AMD has officially unveiled new accelerated processing units (APUs) aimed at business customers, even as reports circulate that its funding talks with investment firm Silver Lake have hit the rocks.
AMD's latest APU designs, the mobile Carrizo and desktop Godavari, are being pushed towards business users - a smart move, given their relative paucity of performance compared with an Intel-based system and discrete graphics card. It's no surprise, then, to find AMD concentrating more on business-friendly features than overall speed when pushing the parts: the company boasts that the new parts are the first commercially-available chips to offer full Heterogeneous Systems Architecture (HSA) 1.0 compliance, the first 'commercial performance APU
' to include a a secondary ARM core with TrustZone capability, the first to offer a full system-on-chip design, and the first to offer a hardware High-Efficiency Video Codec (HVEC) decoder for laptops capable of streaming Ultra HD content.
The highlight of the launch is undoubtedly the AMD Pro A12, a Carrizo-based mobile chip boasting a 3.4GHz peak boost frequency, four CPU cores and eight Radeon R7 GPU cores running at 800MHz and offering a total of 512 stream processors. The company has already won support from HP, which has launched the Carrizo parts in its latest HP EliteBook 705 laptop family. Lenovo, meanwhile, is taking the Godavari desktop parts into the fold, building them into the company's M79 Tower, EliteDesk 705 Micro-Tower, and a range of small-form-factor systems aimed at corporate use.

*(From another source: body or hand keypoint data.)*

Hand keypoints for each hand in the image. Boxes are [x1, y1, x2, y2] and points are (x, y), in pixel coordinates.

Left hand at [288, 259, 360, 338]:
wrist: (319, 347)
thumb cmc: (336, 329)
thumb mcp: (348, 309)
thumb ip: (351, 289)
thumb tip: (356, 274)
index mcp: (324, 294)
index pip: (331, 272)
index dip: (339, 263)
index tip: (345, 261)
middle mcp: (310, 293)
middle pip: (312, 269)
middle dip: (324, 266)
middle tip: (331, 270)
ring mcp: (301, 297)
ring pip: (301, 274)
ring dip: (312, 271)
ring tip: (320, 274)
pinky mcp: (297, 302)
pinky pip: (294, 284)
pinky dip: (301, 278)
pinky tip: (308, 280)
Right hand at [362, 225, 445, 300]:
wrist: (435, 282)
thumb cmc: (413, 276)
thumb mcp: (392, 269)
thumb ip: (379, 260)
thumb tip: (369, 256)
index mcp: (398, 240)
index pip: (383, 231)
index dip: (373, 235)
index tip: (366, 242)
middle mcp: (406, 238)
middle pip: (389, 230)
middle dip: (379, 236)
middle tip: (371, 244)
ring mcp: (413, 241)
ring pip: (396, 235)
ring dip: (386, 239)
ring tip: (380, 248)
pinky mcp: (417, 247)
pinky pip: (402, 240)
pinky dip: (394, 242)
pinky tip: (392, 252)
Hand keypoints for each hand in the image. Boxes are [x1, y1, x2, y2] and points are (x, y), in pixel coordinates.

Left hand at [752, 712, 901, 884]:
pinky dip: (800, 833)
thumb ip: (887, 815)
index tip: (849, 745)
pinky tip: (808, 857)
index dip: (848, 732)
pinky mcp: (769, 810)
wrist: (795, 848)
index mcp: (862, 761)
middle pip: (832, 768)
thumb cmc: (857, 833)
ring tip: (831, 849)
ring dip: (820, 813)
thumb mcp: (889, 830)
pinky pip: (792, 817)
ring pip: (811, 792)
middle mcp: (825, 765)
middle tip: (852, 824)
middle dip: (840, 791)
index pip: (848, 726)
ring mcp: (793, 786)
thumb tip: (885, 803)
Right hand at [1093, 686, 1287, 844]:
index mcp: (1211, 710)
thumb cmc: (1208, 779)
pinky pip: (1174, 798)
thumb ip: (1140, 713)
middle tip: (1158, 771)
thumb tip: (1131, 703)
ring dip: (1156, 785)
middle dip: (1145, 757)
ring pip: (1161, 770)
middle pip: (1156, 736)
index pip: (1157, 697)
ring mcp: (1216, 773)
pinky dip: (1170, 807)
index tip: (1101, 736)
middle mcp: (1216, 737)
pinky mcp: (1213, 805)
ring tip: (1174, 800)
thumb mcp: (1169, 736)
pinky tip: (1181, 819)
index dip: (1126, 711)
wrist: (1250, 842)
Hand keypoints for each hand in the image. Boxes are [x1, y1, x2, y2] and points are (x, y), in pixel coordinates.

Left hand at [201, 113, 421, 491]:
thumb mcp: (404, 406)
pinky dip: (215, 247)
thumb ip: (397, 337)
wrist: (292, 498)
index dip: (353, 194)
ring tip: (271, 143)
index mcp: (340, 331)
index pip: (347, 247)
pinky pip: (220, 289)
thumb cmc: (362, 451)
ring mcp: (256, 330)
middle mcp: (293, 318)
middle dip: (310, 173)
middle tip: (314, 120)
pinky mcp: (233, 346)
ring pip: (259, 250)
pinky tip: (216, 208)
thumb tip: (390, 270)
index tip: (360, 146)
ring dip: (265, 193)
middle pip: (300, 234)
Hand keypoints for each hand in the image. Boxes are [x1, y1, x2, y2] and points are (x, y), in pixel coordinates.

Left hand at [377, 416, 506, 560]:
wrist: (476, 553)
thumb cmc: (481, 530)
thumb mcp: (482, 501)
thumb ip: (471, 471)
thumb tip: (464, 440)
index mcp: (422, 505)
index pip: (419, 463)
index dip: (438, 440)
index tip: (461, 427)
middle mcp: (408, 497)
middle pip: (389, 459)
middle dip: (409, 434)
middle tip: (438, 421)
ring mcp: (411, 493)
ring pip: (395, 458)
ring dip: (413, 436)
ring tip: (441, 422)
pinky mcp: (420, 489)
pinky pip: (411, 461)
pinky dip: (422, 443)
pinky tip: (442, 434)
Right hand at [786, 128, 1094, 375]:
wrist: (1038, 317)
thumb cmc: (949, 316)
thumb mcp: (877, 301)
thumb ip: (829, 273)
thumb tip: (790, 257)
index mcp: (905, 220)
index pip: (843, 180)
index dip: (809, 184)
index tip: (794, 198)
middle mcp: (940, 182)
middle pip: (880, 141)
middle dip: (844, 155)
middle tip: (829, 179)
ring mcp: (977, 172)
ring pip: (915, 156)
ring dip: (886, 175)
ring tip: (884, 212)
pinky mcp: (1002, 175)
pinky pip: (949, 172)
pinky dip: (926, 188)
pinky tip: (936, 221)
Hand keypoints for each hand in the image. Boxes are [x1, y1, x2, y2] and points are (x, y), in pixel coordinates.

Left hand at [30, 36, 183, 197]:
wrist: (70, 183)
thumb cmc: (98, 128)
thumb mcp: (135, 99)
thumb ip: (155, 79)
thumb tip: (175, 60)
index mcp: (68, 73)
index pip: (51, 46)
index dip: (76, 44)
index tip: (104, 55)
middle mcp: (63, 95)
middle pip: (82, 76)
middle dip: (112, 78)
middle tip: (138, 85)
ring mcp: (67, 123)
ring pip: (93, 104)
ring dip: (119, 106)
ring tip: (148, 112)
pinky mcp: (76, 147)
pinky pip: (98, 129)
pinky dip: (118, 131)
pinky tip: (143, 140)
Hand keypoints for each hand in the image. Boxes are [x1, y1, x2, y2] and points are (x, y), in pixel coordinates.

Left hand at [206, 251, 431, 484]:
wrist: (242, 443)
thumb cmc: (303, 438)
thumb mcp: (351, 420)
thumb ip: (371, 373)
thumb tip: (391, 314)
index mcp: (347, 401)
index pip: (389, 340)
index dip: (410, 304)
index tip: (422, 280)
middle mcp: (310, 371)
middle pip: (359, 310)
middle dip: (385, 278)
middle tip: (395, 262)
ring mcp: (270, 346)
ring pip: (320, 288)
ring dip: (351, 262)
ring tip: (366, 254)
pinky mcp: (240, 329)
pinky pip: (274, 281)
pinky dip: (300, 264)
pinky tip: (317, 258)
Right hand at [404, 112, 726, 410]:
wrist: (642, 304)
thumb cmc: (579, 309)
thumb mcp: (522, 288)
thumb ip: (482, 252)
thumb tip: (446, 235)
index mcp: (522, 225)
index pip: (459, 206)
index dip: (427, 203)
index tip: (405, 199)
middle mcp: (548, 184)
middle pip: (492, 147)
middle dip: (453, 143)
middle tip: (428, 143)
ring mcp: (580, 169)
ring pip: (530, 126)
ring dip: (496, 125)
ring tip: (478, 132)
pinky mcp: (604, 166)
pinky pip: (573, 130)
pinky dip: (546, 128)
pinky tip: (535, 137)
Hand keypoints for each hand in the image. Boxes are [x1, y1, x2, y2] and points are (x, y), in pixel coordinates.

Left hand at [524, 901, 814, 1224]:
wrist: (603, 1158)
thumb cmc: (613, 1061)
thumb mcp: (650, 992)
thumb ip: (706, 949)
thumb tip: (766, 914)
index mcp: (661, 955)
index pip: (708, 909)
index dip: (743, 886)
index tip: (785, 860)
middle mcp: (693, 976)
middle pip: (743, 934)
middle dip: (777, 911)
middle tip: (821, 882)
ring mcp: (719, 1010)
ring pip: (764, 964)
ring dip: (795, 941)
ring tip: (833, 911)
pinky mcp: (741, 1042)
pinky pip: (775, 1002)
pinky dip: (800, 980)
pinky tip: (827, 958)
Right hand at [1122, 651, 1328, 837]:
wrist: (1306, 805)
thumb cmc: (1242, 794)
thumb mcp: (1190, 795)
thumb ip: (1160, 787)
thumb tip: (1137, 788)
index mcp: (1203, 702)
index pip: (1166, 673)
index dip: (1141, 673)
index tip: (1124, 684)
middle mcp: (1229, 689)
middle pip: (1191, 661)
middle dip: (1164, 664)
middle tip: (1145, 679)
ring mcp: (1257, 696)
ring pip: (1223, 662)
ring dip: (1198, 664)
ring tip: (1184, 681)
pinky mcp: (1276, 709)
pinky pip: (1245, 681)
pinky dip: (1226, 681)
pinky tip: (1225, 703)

The welcome news of a fresh product launch comes as a funding deal that would have seen investment group Silver Lake take a 20-25 per cent stake in AMD hits the rocks, with Bloomberg
reporting this week that discussions are on hold and AMD is looking at 'other strategic options
' to secure the company's future. Neither AMD nor Silver Lake have issued comment on the matter.